I have read excellent comments before but I wouldn't give any excellent comment that I fully disagree with a "4" - simply because I don't agree. Likewise, I wouldn't troll-rate a lousy comment only because it's a lousy comment. I'd think, "Oh well", move on and ignore the poster.
Therefore, I suggest the introduction of the following rating system:
3) I don't agree.
4) I agree.
This doesn't leave room to applaud those comments that really stick out from the rest. A 5) "excellent" could be introduced but that would suggest that a comment that others merely agree with and that is not considered "excellent" will hurt other's feelings unnecessarily. Most of us are a bit thin-skinned, aren't we? We'd opt for "excellent" instead of simple agreement to not hurt and in order to please our friend. Human nature striking again...

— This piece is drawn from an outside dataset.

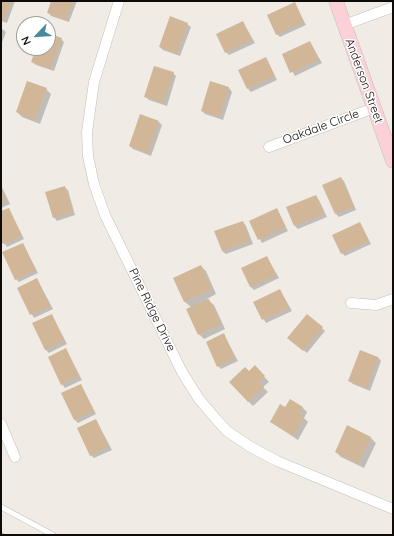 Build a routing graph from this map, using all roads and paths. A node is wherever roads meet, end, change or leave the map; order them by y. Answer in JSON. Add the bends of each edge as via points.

I believe that the above leaves less room for manipulative behaviour. The purpose of 2) would/should not mean to offend the diary writer or another commenter. It is supposed to mean what it says, "This is unclear to me." - which could be because the reader is plain dumb or because the one he's rating hadn't been clear enough or because there's disagreement due to a misunderstanding or a different set of beliefs/underlying assumptions. The one who's comment has been rated as "unclear" can decide for him-/herself whether he/she wants to rephrase or leave it at that.
5) The front-page-system as it is would be abandoned. Front-pagers would instead distribute the different sections among themselves. They wouldn't endorse what regulars have to contribute on a specific topic but would be the watchdog against abuse. They could still invest more of their time than ordinary regulars and keep their prominent place due to the quality and quantity of their contributions but they wouldn't have to, except for the one who's in charge of the Salon (Fran) or other special coverage.
Maybe some FPers feel discomfort at the idea of letting go, opening up and sharing the site with a larger community of equals but then it appears to be exactly what is needed to ensure ET's presence and growth and that is, its significance in the blogosphere.